As the goal is to harmonise regulations, this also means that norms governing food, social issues and the environment are at stake. The United States is calling, for example, for the free movement of personal data, even though there continue to be concerns about the level of protection guaranteed by the EU’s recently negotiated so-called “Privacy Shield” (the EU’s personal data protection policy).
In CETA – and indeed TTIP – there is no mention of the precautionary principle which notably forms the basis of the ban on certain chemicals in the agricultural and cosmetics sectors. For its part the EU has been highly critical of the United States’ increased financial regulation following the crisis; and it has also attacked the provisions favouring SMEs regarding the North American public procurement market.
Right of Review of Our Laws
The necessary simplification of rules must not be used to reduce the scope of the rules. The risk is that each sector ends up either having the laxest standards or merely recognises equivalences without proper harmonisation. This would expose local producers – who focus on quality and sustainability – to competition that could put them out of business. As far as Registered Designation of Origin (known as AOC) is concerned, the Canadians have only recognised a handful of them; and the United States will not even entertain the idea.

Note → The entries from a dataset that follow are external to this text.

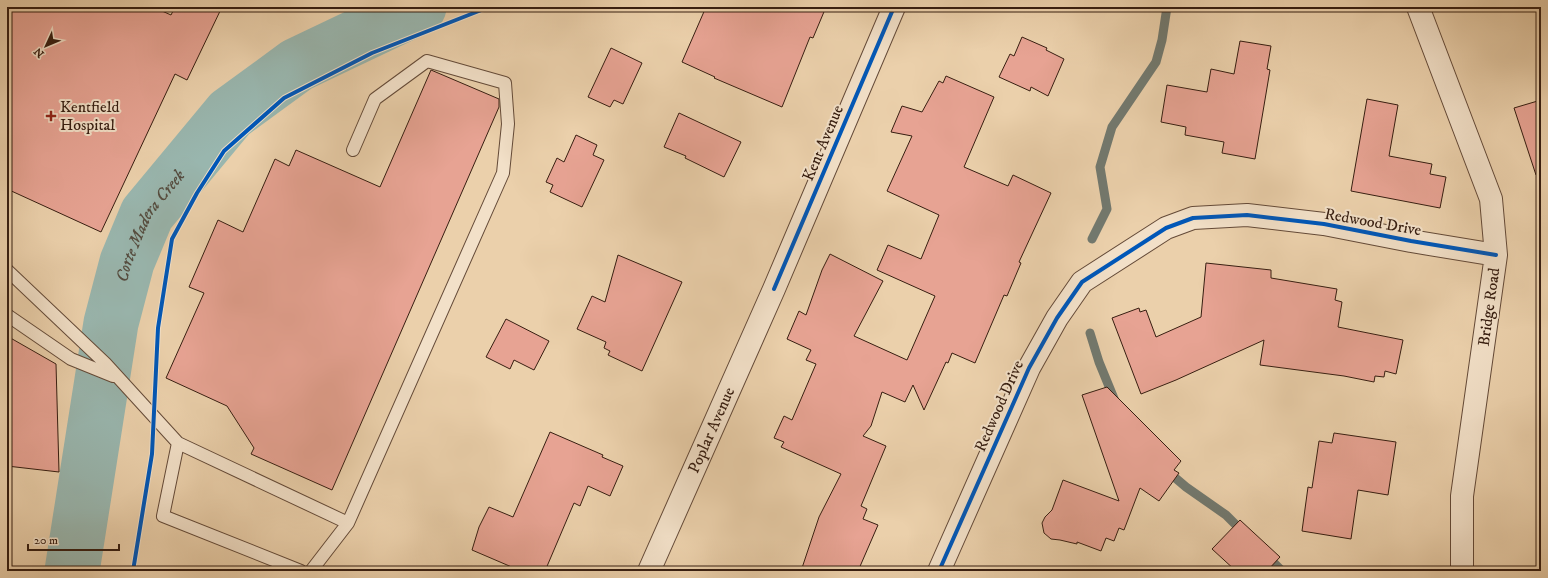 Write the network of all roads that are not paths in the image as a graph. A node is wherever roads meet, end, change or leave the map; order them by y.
1 (894, 7) edge
2 (1418, 7) edge
3 (353, 150) dead end
4 (1496, 255) junction
5 (7, 270) edge
6 (774, 289) joint
7 (7, 315) edge
8 (119, 378) junction
9 (178, 444) junction
10 (348, 523) junction
11 (301, 571) edge
12 (311, 571) edge
13 (649, 571) edge
14 (939, 571) edge
15 (1462, 571) edge

1 - 6 street, Kent Avenue
2 - 4 street, Bridge Road
3 - 10 lane
4 - 14 street, Redwood Drive
4 - 15 street, Bridge Road
5 - 8 lane
6 - 13 street, Poplar Avenue
7 - 8 lane
8 - 9 lane
9 - 10 lane
9 - 11 lane
10 - 12 lane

But there is something about all this that is even more worrying than merely the survival of our businesses: these agreements also represent a new threat to our democracies because they allow the most influential commercial players to set regulations – thereby undermining the social contract. The main stakeholders being consulted in this process are the multinationals.
The agreements currently being negotiated – and that are still on the table – are designed to institutionalise the right of multinationals to review our laws and to give them the right to take legal action – in an arbitration tribunal – against a state if a multinational believes it has been wronged or aggrieved by public policy. As it is only available to international investors, this onerous measure breaches the principle of the equality of enterprises before the law; it would also discourage any future adoption of rules regarding financial stability, cultural creativity or climate.

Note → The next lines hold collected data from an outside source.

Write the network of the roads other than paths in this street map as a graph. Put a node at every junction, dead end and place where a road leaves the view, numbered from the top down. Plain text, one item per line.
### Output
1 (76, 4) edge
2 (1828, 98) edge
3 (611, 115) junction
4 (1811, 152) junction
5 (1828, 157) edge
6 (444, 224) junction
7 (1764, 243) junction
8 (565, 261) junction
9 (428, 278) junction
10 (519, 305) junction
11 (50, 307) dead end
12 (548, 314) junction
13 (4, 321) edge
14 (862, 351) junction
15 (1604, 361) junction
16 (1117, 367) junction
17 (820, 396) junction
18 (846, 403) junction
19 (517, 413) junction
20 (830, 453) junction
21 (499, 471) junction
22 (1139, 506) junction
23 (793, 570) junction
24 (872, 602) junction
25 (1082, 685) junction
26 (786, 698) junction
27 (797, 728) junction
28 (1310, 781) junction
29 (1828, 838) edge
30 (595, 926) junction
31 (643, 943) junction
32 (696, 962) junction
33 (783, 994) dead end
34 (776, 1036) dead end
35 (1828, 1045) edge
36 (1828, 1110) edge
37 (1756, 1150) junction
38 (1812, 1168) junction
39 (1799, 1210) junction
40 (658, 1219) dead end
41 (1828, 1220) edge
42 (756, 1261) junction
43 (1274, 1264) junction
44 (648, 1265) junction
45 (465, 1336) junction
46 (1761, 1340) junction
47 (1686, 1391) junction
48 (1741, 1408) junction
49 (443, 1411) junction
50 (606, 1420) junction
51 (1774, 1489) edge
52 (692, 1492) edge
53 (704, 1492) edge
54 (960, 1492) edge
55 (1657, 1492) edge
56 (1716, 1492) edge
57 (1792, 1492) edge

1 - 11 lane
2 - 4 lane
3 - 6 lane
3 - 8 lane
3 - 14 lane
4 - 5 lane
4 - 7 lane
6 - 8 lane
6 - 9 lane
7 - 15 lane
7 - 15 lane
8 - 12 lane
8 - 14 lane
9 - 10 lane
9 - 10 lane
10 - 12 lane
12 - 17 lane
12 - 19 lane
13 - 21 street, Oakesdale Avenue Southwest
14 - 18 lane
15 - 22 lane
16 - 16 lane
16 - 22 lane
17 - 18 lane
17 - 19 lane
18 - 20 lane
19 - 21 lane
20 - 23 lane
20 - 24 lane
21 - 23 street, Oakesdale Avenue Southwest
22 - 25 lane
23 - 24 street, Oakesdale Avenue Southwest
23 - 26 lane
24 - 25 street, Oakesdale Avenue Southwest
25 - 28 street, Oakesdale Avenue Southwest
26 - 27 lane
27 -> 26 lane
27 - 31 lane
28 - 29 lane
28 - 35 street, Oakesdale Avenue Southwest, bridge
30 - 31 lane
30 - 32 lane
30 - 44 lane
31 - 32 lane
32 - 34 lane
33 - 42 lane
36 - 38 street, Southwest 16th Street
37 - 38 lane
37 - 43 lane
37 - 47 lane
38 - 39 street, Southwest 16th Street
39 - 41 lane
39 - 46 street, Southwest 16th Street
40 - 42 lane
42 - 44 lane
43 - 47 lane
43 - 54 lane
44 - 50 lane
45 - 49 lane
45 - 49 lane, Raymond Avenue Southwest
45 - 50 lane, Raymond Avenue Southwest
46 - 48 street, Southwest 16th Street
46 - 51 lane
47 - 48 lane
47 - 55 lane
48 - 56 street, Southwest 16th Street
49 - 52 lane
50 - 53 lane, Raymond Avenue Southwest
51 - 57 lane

When it comes to the digital economy – a key driver of transformation and growth of our entire economic system and of social and political change – there is a worrying asymmetry between the American negotiators, who seem determined to exert power, and the EU which is still in the process of defining its global digital strategy.
While we are in favour of encouraging trade, we are not prepared to compromise on the European model in exchange for uncertain promises of meagre growth. Our approach is not prompted by fear – but rather by ambition.
Priority must be given to the development of local economic systems – vital for the creation of jobs – by adopting the equivalent of America’s “Small Business Act”: the aim would be to ensure that SMEs are guaranteed a slice of the market in public procurement contracts. The ever more rapid disruption of our economies means we need to preserve our ability to develop alternative models and to redefine a trade policy which is fit to meet the challenges of the 21st Century.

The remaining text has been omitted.